**Data excerpts**
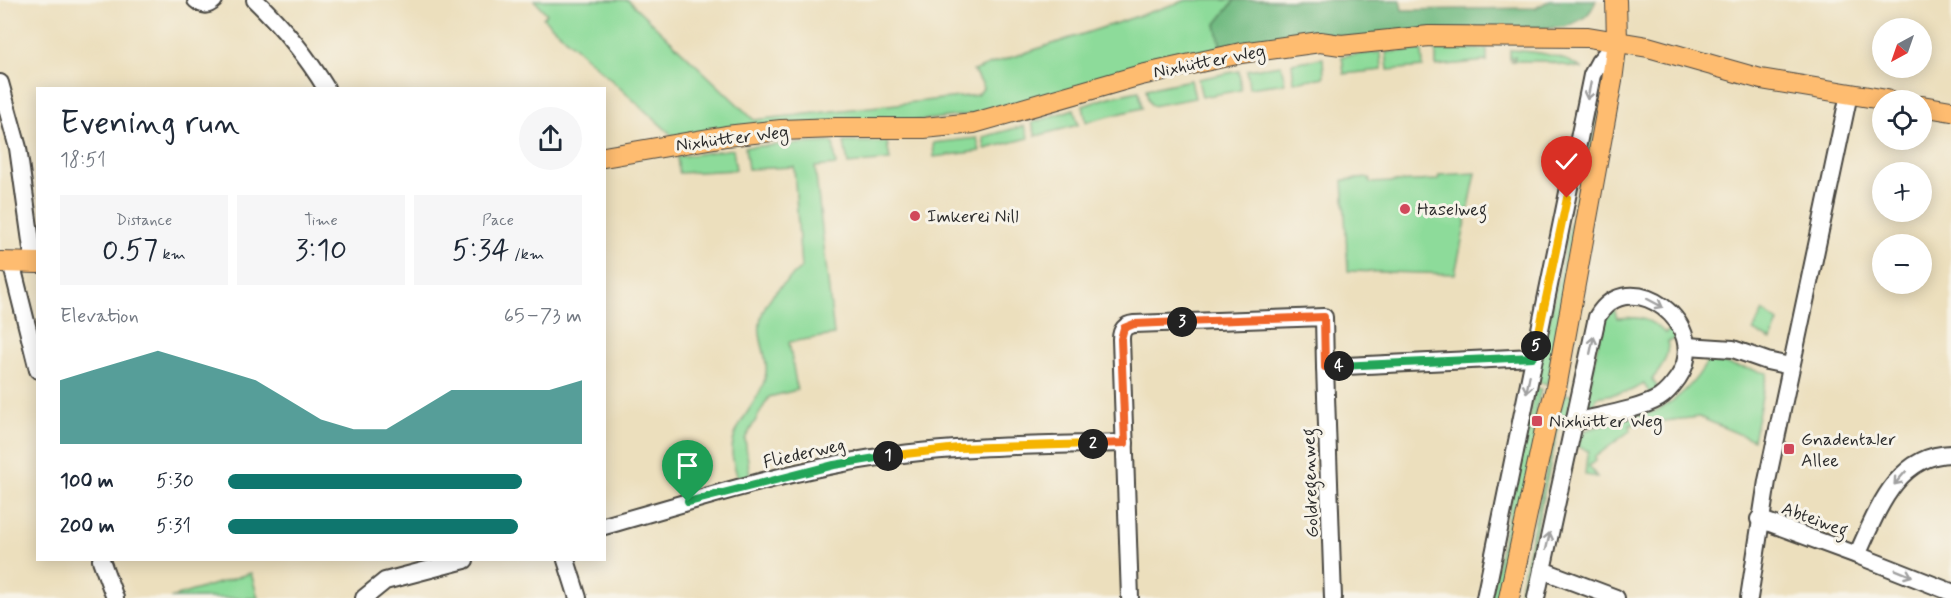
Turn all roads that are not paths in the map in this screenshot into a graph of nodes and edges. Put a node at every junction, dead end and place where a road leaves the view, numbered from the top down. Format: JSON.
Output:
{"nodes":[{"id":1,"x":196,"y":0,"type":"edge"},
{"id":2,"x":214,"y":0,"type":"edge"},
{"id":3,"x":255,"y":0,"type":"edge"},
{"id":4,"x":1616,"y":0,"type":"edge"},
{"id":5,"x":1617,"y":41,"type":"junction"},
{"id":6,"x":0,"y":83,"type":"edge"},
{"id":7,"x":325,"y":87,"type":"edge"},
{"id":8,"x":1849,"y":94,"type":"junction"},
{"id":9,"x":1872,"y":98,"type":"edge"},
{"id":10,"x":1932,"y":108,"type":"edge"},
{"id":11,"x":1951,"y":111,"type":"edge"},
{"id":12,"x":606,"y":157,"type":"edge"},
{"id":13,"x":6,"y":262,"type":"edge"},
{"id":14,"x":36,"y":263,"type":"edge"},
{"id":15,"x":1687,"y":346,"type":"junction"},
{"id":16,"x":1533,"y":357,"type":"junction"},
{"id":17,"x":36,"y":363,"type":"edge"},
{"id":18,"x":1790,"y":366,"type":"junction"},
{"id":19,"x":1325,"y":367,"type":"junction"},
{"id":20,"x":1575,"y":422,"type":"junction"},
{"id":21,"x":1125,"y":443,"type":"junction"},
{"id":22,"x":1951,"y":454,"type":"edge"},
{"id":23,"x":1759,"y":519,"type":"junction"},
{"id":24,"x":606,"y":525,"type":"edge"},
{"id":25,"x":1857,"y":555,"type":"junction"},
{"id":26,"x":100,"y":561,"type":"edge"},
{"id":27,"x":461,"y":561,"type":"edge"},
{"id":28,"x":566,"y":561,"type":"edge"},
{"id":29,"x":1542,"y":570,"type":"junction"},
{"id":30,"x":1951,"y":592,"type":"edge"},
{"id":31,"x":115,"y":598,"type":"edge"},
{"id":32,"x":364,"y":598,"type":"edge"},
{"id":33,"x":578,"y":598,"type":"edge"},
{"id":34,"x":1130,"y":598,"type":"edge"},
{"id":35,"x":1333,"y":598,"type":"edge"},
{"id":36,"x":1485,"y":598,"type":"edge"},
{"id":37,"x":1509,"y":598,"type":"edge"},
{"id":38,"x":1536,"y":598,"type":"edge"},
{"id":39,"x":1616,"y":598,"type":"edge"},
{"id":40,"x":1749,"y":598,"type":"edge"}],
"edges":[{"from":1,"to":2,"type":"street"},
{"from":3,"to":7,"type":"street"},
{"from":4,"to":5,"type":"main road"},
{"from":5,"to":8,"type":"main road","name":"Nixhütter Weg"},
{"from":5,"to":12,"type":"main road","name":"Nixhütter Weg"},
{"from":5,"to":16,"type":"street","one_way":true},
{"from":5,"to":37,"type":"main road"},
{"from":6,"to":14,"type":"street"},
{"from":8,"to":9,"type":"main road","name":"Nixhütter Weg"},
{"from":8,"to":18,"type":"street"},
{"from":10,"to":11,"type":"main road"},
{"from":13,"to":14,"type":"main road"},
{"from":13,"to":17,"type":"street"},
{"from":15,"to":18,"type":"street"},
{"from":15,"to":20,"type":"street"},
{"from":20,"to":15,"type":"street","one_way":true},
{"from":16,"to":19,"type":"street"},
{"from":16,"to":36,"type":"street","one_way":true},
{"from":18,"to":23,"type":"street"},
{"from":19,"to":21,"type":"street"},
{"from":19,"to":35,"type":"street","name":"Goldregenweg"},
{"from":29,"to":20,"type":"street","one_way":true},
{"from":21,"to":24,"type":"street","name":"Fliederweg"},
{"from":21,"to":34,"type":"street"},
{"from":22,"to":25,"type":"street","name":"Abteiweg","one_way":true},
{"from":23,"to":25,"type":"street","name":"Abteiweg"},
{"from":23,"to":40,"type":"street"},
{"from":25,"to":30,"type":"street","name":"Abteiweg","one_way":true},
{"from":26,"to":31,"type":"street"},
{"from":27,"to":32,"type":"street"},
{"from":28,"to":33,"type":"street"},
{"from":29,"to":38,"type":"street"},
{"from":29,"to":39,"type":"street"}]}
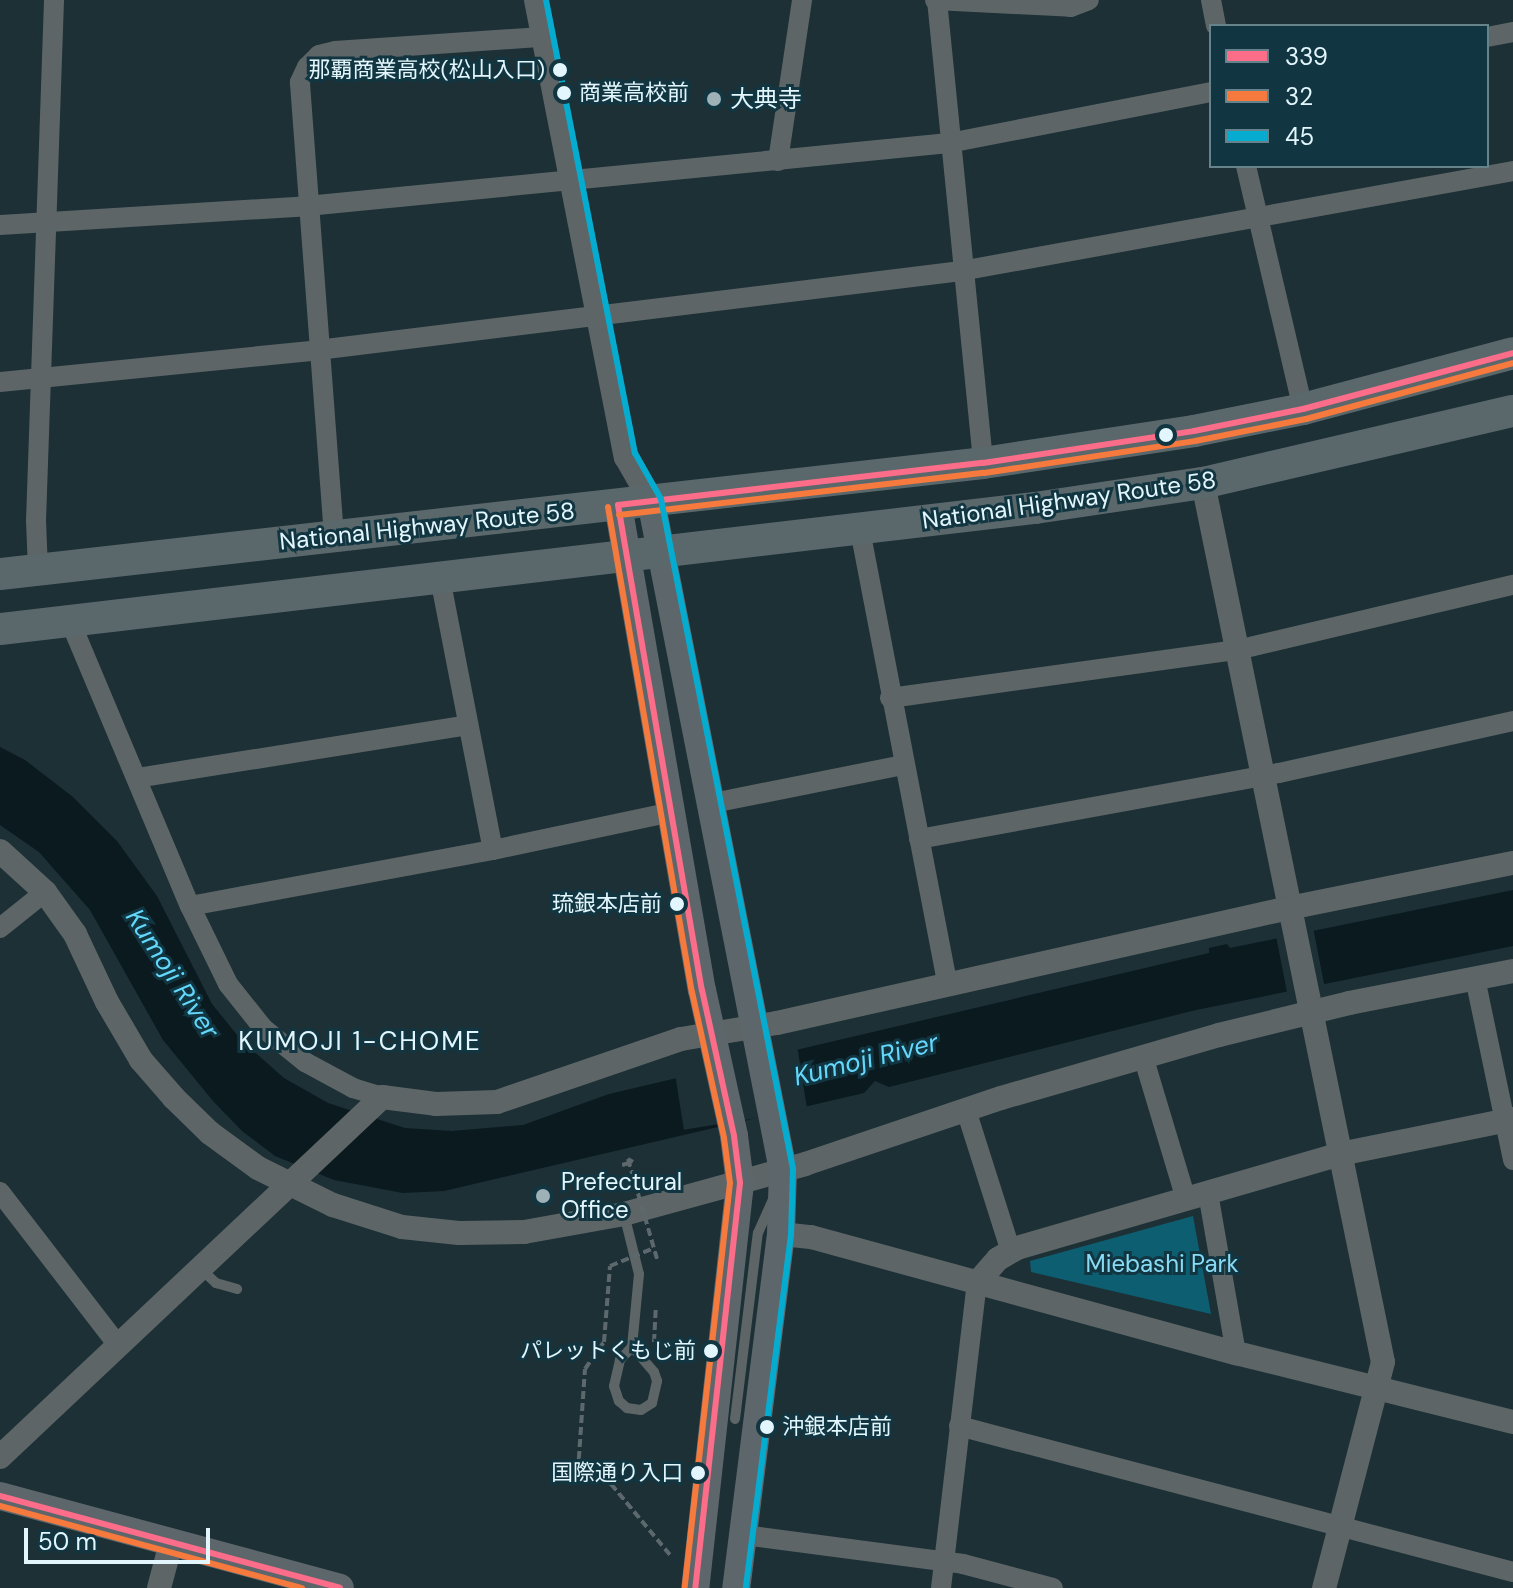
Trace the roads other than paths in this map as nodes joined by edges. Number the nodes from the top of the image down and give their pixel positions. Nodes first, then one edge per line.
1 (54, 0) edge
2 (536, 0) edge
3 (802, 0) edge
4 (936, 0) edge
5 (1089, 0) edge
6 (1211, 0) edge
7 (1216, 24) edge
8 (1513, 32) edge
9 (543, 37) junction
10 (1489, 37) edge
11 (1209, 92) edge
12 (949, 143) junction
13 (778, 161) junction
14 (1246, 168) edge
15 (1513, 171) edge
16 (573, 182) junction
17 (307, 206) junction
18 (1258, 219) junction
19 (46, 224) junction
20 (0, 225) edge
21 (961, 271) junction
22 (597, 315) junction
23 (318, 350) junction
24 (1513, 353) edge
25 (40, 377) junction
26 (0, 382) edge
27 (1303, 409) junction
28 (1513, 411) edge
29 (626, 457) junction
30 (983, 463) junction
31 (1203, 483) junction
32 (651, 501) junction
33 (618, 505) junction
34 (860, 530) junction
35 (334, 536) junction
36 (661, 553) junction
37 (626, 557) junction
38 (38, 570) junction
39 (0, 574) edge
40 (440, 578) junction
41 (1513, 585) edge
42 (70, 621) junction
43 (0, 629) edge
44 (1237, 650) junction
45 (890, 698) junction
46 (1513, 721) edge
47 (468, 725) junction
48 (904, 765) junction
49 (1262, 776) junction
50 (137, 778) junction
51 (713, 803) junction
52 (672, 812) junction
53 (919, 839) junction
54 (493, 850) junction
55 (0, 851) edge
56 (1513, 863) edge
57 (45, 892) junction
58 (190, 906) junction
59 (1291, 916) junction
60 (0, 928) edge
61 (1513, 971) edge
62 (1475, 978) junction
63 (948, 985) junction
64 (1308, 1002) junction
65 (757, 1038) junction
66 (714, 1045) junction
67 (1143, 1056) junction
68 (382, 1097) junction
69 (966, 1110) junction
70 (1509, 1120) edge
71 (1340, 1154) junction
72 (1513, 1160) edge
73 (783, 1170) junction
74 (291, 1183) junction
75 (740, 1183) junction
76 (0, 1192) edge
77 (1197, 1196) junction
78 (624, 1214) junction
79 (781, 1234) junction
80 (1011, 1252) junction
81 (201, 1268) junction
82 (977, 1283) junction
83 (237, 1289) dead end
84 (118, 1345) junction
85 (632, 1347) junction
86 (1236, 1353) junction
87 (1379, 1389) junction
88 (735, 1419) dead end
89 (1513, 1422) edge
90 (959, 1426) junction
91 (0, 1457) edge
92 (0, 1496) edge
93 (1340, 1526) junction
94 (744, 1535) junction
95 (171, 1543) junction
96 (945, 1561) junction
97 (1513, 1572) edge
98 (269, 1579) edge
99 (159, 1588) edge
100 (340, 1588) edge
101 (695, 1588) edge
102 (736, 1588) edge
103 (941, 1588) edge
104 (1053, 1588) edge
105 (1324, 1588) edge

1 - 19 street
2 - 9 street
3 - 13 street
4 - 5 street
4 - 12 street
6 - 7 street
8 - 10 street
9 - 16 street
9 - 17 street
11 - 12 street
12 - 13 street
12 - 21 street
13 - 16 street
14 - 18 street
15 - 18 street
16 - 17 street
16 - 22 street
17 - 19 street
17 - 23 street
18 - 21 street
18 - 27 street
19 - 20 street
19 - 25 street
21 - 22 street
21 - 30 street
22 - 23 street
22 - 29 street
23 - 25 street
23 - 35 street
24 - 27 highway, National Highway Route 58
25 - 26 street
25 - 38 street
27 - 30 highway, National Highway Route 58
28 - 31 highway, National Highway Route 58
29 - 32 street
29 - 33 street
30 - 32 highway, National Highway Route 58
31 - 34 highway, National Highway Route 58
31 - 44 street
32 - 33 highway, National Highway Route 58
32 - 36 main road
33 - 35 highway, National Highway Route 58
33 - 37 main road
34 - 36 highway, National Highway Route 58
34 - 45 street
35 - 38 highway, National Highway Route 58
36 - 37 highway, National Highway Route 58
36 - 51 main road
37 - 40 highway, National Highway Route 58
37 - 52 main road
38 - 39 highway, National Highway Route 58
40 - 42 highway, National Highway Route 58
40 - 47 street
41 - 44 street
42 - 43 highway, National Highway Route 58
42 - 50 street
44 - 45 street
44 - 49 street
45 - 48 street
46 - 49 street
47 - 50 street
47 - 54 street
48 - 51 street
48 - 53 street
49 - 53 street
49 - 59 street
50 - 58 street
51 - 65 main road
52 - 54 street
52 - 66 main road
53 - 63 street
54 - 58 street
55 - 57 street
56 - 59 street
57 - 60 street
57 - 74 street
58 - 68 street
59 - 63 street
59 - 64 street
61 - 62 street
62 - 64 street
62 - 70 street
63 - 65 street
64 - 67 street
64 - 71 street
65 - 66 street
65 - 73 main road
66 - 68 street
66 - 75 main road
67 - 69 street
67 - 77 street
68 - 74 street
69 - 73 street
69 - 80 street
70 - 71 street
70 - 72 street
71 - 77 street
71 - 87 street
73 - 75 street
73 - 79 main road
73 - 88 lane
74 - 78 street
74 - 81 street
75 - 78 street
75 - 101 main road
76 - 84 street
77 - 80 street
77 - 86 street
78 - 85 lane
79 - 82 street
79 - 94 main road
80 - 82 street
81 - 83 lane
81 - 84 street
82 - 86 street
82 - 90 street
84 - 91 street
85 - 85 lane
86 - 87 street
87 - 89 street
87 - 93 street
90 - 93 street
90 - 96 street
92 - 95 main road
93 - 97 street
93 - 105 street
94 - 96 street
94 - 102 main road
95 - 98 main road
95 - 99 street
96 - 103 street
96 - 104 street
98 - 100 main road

**Work to complete**
Find "lane" in the data above. Report each line where it appears.

**Answer below**
73 - 88 lane
78 - 85 lane
81 - 83 lane
85 - 85 lane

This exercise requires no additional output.